In traditional reliability theory, components and structures are thought to have only two states, correct or incorrect. This means that success and failure are clearly defined and there are no intermediate states between them. However, in some cases, the above statement may not be correct. In addition to structural factors, other factors such as performance, quality, cost, and so on may influence the failure or success criterion. This leads to a broad concept of success and failure. The traditional system reliability problem is difficult to address when the components have distinct probability density functions (pdf). The conventional probability's weakness is in accounting for data uncertainty. As a result, instead of using the pdf of the components, we used fuzzy set theory and the membership functions to obtain the system reliability. In real world problem, we cannot say that the whole system is fully success or fully failure. Thus, uncertainty can be found almost everywhere. When we speak about uncertainty; we normally use a vague or everyday phrase like 'not quite certain’. In the early stage to estimate the reliability, most of the metrics are bias in nature. This paradigm focuses on the fuzzy inference system to deal with the lack of relevant data and uncertainty. Data uncertainty occurs due to a variety of reasons such as user’s inaccurate perception of failures, incorrect measurement, imprecise collections of reliability data etc. Fuzzy sets, fuzzy estimation and fuzzy probability theories are important tools to describe and analyze the uncertain values.
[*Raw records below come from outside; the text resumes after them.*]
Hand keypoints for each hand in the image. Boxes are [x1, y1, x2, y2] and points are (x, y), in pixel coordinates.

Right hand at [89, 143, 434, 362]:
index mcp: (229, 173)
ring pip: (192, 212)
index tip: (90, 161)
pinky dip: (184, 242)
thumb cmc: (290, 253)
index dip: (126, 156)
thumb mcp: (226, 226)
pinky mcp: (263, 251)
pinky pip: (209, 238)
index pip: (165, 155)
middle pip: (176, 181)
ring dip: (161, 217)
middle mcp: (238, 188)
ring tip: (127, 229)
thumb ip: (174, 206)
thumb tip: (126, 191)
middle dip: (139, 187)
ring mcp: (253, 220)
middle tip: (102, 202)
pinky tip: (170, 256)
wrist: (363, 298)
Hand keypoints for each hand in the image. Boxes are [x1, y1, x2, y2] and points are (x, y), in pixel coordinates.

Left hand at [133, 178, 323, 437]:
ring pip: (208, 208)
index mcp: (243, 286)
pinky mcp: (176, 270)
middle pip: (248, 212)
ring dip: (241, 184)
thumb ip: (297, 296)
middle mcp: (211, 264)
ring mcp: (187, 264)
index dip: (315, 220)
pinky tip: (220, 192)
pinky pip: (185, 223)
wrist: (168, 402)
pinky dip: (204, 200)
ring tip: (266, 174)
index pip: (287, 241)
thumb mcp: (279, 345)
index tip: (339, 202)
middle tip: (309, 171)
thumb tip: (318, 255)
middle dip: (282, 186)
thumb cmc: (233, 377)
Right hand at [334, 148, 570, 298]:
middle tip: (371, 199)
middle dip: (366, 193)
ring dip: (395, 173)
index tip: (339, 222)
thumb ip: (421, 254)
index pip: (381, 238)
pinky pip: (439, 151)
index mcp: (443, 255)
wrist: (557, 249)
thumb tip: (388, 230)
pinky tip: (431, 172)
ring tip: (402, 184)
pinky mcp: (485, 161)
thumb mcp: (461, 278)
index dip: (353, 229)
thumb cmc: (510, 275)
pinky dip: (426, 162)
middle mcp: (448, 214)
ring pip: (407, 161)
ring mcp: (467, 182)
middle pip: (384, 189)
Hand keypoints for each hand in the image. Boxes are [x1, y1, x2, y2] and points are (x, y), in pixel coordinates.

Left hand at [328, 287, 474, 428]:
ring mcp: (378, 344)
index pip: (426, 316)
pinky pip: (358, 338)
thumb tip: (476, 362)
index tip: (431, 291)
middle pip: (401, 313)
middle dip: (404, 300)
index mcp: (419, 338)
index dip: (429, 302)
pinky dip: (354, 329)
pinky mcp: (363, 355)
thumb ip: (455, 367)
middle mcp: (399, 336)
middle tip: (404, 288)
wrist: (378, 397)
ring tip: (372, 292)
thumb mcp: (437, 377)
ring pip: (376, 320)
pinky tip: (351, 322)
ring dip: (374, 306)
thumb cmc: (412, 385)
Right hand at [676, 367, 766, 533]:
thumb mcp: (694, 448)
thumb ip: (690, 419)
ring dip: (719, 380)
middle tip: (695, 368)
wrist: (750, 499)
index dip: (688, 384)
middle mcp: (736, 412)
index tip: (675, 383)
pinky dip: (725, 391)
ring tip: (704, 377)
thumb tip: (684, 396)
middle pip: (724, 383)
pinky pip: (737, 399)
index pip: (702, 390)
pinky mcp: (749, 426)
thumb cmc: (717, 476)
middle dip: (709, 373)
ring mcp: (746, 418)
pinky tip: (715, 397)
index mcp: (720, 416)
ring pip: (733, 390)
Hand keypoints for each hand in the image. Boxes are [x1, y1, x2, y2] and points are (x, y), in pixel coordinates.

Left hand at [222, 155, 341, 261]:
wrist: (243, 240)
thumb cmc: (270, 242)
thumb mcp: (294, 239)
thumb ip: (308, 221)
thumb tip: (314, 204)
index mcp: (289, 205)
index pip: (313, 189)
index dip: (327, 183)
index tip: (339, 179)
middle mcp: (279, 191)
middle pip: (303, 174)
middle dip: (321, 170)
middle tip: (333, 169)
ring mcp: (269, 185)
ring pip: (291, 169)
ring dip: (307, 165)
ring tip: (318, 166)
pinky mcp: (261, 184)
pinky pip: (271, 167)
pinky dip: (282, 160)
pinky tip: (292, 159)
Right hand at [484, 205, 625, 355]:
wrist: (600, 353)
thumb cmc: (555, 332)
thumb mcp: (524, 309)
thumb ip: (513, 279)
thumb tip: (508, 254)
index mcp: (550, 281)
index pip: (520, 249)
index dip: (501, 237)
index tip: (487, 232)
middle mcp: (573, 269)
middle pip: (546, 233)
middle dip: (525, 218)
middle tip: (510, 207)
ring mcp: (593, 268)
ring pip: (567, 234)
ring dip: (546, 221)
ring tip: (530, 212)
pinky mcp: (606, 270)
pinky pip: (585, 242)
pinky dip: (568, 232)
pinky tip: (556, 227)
Motivation: It is important to acquire a high degree of reliability while building the software for application domains. This is a really difficult issue for the software industry nowadays. Software presently is expected to be self-adaptive, and as a result, it is frequently more complex. The optimization of a multi-objective problem in different areas is required to provide reliability for a complex system. To improve reliability estimation in component-based systems, several reliability models are proposed. But none of them operate optimally across several projects.
Objectives: The fuzzy logic technique is better than the statistical methods to estimate overall system reliability. The fuzzy concept refers to imprecision, approximation, uncertainty, and a chaotic environment.